EXERCISE PROMPT: When a line in the listing contains the string "JSON", pick it out and copy it.
•••
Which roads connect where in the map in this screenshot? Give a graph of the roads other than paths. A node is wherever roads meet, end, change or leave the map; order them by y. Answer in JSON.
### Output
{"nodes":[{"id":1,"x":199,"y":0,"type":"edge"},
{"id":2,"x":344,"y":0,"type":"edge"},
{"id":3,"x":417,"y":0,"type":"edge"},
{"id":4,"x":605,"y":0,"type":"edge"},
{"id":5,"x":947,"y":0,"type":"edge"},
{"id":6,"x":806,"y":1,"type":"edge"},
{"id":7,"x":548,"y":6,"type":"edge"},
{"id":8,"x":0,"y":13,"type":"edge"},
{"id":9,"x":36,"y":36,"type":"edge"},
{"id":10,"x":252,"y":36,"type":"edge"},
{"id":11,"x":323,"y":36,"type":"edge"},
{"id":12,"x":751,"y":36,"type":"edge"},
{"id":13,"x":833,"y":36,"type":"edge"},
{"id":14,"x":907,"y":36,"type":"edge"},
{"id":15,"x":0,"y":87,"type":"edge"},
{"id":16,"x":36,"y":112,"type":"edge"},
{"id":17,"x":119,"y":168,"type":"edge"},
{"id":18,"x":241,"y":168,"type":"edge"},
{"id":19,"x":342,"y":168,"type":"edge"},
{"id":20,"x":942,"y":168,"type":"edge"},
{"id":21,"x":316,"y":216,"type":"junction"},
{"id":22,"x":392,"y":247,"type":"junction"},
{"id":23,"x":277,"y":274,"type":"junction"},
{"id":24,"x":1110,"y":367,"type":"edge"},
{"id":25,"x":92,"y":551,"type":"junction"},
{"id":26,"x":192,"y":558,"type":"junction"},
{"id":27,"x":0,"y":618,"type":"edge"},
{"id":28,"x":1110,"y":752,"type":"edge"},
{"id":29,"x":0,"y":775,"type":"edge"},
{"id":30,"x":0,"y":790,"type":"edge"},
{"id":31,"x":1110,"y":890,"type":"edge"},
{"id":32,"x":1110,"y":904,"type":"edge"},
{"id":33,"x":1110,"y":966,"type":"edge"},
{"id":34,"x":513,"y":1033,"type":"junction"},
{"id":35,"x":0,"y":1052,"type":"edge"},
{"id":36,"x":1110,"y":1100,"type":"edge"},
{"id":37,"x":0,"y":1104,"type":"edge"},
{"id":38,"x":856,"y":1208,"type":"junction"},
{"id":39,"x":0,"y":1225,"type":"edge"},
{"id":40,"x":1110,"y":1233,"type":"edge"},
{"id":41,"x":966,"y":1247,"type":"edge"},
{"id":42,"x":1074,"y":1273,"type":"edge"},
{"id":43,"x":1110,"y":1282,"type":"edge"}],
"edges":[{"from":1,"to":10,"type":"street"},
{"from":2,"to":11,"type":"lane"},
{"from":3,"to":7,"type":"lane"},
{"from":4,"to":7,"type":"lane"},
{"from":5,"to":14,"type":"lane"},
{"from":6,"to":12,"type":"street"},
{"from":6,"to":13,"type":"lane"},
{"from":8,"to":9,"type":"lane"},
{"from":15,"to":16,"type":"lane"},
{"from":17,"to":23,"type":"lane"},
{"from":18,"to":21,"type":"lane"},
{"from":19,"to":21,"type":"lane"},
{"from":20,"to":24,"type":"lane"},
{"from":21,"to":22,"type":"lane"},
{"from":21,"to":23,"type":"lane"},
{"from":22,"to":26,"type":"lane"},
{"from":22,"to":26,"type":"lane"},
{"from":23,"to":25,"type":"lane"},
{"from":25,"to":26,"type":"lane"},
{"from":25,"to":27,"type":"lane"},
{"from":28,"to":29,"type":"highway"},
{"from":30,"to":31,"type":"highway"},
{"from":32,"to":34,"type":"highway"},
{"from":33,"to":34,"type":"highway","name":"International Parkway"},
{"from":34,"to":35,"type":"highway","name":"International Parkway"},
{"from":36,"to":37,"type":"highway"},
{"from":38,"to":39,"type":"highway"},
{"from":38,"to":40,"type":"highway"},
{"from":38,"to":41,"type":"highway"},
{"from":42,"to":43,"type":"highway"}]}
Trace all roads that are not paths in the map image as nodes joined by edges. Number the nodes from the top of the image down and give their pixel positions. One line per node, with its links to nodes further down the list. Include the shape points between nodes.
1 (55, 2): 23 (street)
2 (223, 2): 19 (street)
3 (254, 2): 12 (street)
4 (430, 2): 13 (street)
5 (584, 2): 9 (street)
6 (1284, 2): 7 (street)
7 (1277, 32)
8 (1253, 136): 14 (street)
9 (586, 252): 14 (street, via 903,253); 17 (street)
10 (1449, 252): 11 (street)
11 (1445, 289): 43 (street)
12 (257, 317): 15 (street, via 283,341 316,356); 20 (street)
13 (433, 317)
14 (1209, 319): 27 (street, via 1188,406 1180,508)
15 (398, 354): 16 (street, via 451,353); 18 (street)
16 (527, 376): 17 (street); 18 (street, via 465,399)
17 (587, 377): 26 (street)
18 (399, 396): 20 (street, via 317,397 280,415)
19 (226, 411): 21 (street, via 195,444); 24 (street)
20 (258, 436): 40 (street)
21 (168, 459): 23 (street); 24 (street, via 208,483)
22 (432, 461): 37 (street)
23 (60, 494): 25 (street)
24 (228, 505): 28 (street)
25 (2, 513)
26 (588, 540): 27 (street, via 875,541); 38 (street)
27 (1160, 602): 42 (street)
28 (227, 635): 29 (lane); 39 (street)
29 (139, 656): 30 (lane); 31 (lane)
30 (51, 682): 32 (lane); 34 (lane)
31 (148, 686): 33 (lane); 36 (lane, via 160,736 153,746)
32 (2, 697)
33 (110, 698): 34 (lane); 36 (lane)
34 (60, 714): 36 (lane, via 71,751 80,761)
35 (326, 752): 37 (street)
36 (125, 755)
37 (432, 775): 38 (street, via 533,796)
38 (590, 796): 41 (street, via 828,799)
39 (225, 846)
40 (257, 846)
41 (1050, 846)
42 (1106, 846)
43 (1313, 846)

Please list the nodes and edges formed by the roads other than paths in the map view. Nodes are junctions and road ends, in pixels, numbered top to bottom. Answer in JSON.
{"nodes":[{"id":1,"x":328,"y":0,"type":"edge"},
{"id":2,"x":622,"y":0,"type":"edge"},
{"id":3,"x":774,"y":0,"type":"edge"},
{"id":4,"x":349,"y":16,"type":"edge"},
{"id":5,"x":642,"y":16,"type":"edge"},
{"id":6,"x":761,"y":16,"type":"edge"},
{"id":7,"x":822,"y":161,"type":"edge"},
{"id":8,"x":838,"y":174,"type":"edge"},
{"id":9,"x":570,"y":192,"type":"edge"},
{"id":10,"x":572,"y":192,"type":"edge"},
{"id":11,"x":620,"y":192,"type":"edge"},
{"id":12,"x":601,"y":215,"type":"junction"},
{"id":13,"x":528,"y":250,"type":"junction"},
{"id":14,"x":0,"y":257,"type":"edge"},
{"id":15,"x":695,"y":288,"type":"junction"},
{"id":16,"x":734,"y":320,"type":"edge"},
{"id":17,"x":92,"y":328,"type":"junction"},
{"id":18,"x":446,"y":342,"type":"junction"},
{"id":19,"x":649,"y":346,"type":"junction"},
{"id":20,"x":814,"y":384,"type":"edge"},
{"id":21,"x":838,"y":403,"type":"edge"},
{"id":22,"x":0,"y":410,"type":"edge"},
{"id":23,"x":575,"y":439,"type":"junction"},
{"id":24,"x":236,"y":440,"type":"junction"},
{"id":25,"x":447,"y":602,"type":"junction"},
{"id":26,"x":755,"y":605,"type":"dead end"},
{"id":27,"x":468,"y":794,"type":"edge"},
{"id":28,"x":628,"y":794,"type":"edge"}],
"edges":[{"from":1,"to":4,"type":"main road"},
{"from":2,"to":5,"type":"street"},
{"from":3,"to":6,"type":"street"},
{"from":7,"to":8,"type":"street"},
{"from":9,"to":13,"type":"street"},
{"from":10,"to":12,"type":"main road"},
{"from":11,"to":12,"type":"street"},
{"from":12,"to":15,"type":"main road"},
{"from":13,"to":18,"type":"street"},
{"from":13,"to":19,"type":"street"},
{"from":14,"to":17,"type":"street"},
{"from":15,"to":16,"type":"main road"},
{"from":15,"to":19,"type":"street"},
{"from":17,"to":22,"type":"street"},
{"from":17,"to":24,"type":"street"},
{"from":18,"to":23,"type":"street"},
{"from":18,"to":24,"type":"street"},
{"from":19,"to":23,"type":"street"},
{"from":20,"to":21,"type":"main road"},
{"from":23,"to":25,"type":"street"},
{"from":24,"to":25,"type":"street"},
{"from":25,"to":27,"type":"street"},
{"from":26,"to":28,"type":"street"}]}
•••
EXERCISE ANSWER:
Which roads connect where in the map in this screenshot? Give a graph of the roads other than paths. A node is wherever roads meet, end, change or leave the map; order them by y. Answer in JSON.
Please list the nodes and edges formed by the roads other than paths in the map view. Nodes are junctions and road ends, in pixels, numbered top to bottom. Answer in JSON.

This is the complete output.